To be credible, solutions need to be scalable as part of a wider roll out and implementation. Local solutions and effective local leadership demonstrate that delayed transfers can be managed if key changes are implemented in the way trusts operate, the way care markets are commissioned, the way the workforce is developed and the priority that is given to managing change over a realistic timescale. While we know there is no quick fix we are still seeking to achieve short term improvement to long-term system-wide solutions and in doing so create the resistance to sustained change that is needed.
Sustainability and transformation partnerships (STPs), putting aside how they were introduced, are showing some signs of bringing leaders together. They are acting as a framework within which discussions are taking place about how to create a sustainable future for health and social care in a different way, with a greater understanding of the respective challenges, generating a more collaborative approach.

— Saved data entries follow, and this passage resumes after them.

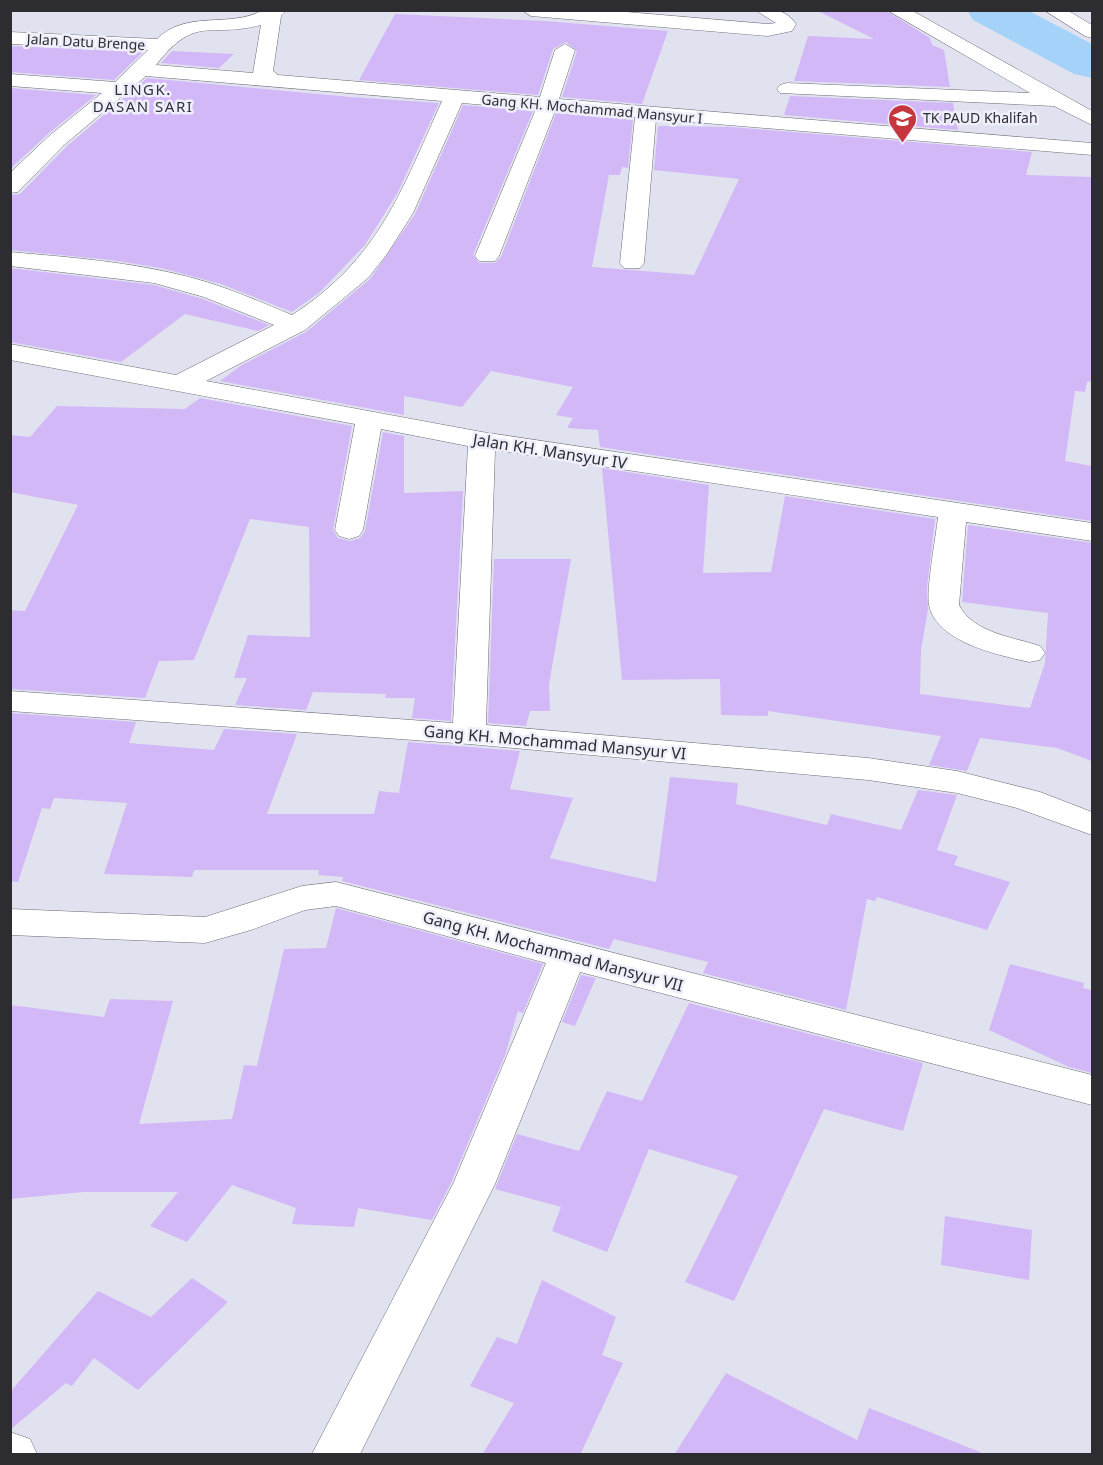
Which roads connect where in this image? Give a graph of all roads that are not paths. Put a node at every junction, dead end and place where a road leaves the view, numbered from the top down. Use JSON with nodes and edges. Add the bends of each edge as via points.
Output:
{"nodes":[{"id":1,"x":531,"y":10,"type":"edge"},
{"id":2,"x":672,"y":10,"type":"edge"},
{"id":3,"x":764,"y":10,"type":"edge"},
{"id":4,"x":896,"y":10,"type":"edge"},
{"id":5,"x":1053,"y":10,"type":"edge"},
{"id":6,"x":275,"y":13,"type":"edge"},
{"id":7,"x":610,"y":16,"type":"junction"},
{"id":8,"x":1092,"y":32,"type":"edge"},
{"id":9,"x":10,"y":38,"type":"edge"},
{"id":10,"x":162,"y":45,"type":"junction"},
{"id":11,"x":566,"y":50,"type":"dead end"},
{"id":12,"x":141,"y":70,"type":"junction"},
{"id":13,"x":10,"y":80,"type":"edge"},
{"id":14,"x":274,"y":82,"type":"junction"},
{"id":15,"x":118,"y":88,"type":"junction"},
{"id":16,"x":787,"y":89,"type":"dead end"},
{"id":17,"x":454,"y":98,"type":"junction"},
{"id":18,"x":1057,"y":100,"type":"junction"},
{"id":19,"x":547,"y":106,"type":"junction"},
{"id":20,"x":646,"y":113,"type":"junction"},
{"id":21,"x":1092,"y":119,"type":"edge"},
{"id":22,"x":1092,"y":149,"type":"edge"},
{"id":23,"x":21,"y":161,"type":"edge"},
{"id":24,"x":10,"y":187,"type":"edge"},
{"id":25,"x":487,"y":256,"type":"dead end"},
{"id":26,"x":10,"y":259,"type":"edge"},
{"id":27,"x":632,"y":263,"type":"dead end"},
{"id":28,"x":296,"y":325,"type":"junction"},
{"id":29,"x":10,"y":352,"type":"edge"},
{"id":30,"x":177,"y":386,"type":"junction"},
{"id":31,"x":369,"y":421,"type":"junction"},
{"id":32,"x":482,"y":440,"type":"junction"},
{"id":33,"x":953,"y":512,"type":"junction"},
{"id":34,"x":349,"y":531,"type":"dead end"},
{"id":35,"x":1092,"y":532,"type":"edge"},
{"id":36,"x":1029,"y":653,"type":"dead end"},
{"id":37,"x":10,"y":701,"type":"edge"},
{"id":38,"x":469,"y":734,"type":"junction"},
{"id":39,"x":1092,"y":824,"type":"edge"},
{"id":40,"x":10,"y":922,"type":"edge"},
{"id":41,"x":568,"y":956,"type":"junction"},
{"id":42,"x":1092,"y":1090,"type":"edge"},
{"id":43,"x":336,"y":1455,"type":"edge"}],
"edges":[{"from":1,"to":7,"type":"street"},
{"from":2,"to":7,"type":"street"},
{"from":3,"to":7,"type":"street","via":[[786,21],[785,27],[768,30]]},
{"from":4,"to":18,"type":"street"},
{"from":5,"to":8,"type":"street"},
{"from":6,"to":10,"type":"street","via":[[255,22],[188,28]]},
{"from":6,"to":14,"type":"street","via":[[263,73]]},
{"from":9,"to":10,"type":"street","name":"Jalan Datu Brenge"},
{"from":10,"to":12,"type":"street"},
{"from":11,"to":19,"type":"street"},
{"from":12,"to":14,"type":"street","name":"Gang KH. Mochammad Mansyur I"},
{"from":12,"to":15,"type":"street"},
{"from":13,"to":15,"type":"street"},
{"from":14,"to":17,"type":"street","name":"Gang KH. Mochammad Mansyur I"},
{"from":15,"to":23,"type":"street"},
{"from":16,"to":18,"type":"street"},
{"from":17,"to":19,"type":"street","name":"Gang KH. Mochammad Mansyur I"},
{"from":17,"to":28,"type":"street","via":[[379,249],[345,286]]},
{"from":18,"to":21,"type":"street"},
{"from":19,"to":20,"type":"street","name":"Gang KH. Mochammad Mansyur I"},
{"from":19,"to":25,"type":"street"},
{"from":20,"to":22,"type":"street","name":"Gang KH. Mochammad Mansyur I"},
{"from":20,"to":27,"type":"street"},
{"from":23,"to":24,"type":"street"},
{"from":26,"to":28,"type":"street","via":[[85,265],[165,279],[210,291]]},
{"from":28,"to":30,"type":"street"},
{"from":29,"to":30,"type":"street","name":"Jalan KH. Mansyur IV"},
{"from":30,"to":31,"type":"street","name":"Jalan KH. Mansyur IV"},
{"from":31,"to":32,"type":"street","name":"Jalan KH. Mansyur IV"},
{"from":31,"to":34,"type":"street"},
{"from":32,"to":33,"type":"street","name":"Jalan KH. Mansyur IV"},
{"from":32,"to":38,"type":"street"},
{"from":33,"to":35,"type":"street","name":"Jalan KH. Mansyur IV"},
{"from":33,"to":36,"type":"street","via":[[944,605],[952,622],[968,633]]},
{"from":37,"to":38,"type":"street","name":"Gang KH. Mochammad Mansyur VI"},
{"from":38,"to":39,"type":"street","name":"Gang KH. Mochammad Mansyur VI","via":[[868,769],[957,782],[1028,800]]},
{"from":40,"to":41,"type":"street","name":"Gang KH. Mochammad Mansyur VII","via":[[205,930],[308,895],[336,894]]},
{"from":41,"to":42,"type":"street","name":"Gang KH. Mochammad Mansyur VII"},
{"from":41,"to":43,"type":"street","via":[[474,1184]]}]}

But in the past we have been good at having strategic conversations, good at discussing new solutions to perennial problems but we have been reluctant to truly examine why we do not effect the change that we know is needed. It requires a new balance of power by putting the patient at the centre, it requires an understanding that sustainable change takes time and it will take investment in a workforce that understands the need for change. It also needs continual reinforcement that the risks involved are worth taking to see a more efficient and effective response.
Having a common aim and ambition is a key plank of STPs – professionals, politicians and the public can all align behind a strategy which delivers the best possible care for patients. But how do we know what that is and how do we measure it? Best practice tells us what we need to do, but without continual reinforcement of the need for consistent decision making based on the data available, and a culture of collective accountability to achieve the best outcome, we will continue to run inefficient and poor services. Any data we collect must be based on best practice outcomes - the wrong measures drive the wrong behaviours and puts the money in the wrong place.

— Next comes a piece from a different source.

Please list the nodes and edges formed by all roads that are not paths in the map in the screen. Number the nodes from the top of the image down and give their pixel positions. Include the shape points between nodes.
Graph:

There is an over-provision of social care. Too many residential care placements, and too many high cost care packages designed to get people out of hospital quickly but often substituting for a lack of community health resource and primary care support. We are investing in solving a problem we have created by measuring the wrong indicator – an indicator measuring process not outcomes.
The emergence of accountable care organisations (ACOs) as a possible solution to an integrated approach that brings opportunities in creating one workforce, engaging primary care, having a single budget and presenting a united front door to patients and the public. Certainly, it might be easier to create the united ambition amongst the staff in one organisation, but we have the experience of integrated mental health trusts now decoupling to teach us that unless attention is paid to the different professional cultures and the changing needs of patients, then the structure will not survive.